ABRUZZO. Il documento è datato 19 luglio 2013 e proviene dall'Istituto Superiore di Sanità: in 5 fogli  consegna un parere ai Laboratori Nazionali di fisica del Gran Sasso su un esperimento denominato “Luna-Mv”.  Nonostante le richieste provenienti dagli stessi laboratori fossero specifiche e circostanziate a quel determinato esperimento,  l'Istituto Superiore Nazionale di Sanità “divaga” ed è costretto ad allargare lo sguardo sulle dotazioni di sicurezza dell’edificio costruito negli anni ‘80 dentro le viscere del serbatoio idrico più importante d’Abruzzo e forse del Centro Italia.

Non si usano mezze parole per certificare mancanze o omissioni talmente gravi da arrivare a sostenere violazioni di leggi ambientali ben precise.
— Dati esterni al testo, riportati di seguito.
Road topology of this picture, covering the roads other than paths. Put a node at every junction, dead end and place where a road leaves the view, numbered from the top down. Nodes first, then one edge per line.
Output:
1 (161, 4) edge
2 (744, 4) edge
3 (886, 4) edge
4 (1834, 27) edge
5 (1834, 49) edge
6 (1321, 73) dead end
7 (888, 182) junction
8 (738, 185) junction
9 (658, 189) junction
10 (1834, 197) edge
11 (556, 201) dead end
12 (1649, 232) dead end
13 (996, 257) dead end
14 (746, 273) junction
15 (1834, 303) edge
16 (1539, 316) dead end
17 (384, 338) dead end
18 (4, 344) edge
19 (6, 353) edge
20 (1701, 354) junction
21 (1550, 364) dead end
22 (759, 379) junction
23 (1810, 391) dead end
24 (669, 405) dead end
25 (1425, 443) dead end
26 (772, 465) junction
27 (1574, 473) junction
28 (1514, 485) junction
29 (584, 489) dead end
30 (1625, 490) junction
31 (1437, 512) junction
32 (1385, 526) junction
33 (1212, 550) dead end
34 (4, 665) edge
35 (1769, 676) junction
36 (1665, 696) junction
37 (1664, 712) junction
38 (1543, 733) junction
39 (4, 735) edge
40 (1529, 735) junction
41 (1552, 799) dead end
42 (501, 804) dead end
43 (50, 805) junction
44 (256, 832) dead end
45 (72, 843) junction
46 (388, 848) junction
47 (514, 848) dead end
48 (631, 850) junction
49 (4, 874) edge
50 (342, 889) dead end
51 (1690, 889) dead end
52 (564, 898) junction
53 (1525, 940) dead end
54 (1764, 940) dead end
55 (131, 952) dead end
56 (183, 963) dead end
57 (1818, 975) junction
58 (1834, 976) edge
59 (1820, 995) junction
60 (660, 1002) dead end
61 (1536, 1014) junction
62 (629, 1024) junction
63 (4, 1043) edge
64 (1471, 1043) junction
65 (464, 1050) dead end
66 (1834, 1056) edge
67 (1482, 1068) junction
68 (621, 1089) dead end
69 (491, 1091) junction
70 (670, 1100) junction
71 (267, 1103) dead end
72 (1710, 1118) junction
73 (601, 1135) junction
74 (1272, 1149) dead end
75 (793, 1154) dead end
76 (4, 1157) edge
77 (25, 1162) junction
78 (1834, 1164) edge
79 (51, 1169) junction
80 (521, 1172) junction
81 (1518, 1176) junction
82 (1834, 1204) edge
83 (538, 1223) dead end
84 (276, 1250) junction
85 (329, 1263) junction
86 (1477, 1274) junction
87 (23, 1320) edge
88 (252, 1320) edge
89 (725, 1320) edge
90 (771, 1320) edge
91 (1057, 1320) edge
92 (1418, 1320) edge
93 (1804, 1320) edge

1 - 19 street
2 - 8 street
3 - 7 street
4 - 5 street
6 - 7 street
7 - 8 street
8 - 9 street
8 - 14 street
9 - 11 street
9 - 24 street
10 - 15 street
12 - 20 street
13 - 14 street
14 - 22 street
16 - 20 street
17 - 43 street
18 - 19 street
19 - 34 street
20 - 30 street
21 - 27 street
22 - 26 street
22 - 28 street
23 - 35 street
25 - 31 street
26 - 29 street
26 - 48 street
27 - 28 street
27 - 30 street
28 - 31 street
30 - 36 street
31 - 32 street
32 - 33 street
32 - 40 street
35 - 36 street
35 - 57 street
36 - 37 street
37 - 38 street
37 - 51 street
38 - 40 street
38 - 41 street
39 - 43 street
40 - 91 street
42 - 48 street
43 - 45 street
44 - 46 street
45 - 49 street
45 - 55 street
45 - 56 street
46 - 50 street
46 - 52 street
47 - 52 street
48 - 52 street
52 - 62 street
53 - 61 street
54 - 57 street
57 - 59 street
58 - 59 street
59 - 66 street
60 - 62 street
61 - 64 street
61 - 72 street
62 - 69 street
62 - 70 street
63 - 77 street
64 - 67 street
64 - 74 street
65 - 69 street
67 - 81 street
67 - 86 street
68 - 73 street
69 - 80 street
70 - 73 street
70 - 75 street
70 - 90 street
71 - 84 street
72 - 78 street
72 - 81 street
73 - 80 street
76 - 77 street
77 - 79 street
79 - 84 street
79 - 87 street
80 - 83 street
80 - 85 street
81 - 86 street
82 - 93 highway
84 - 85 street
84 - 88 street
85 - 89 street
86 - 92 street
Si tratta di un documento particolarmente importante perché proviene da un ente autorevole e fissa al 2013 una serie di inadempienze molto gravi che però dovevano essere sanate proprio in seguito all'emergenza decretata nel 2003 e con i lavori urgenti del commissario Angelo Balducci effettuati almeno in parte ed in più riprese tra il 2005 ed il 2008.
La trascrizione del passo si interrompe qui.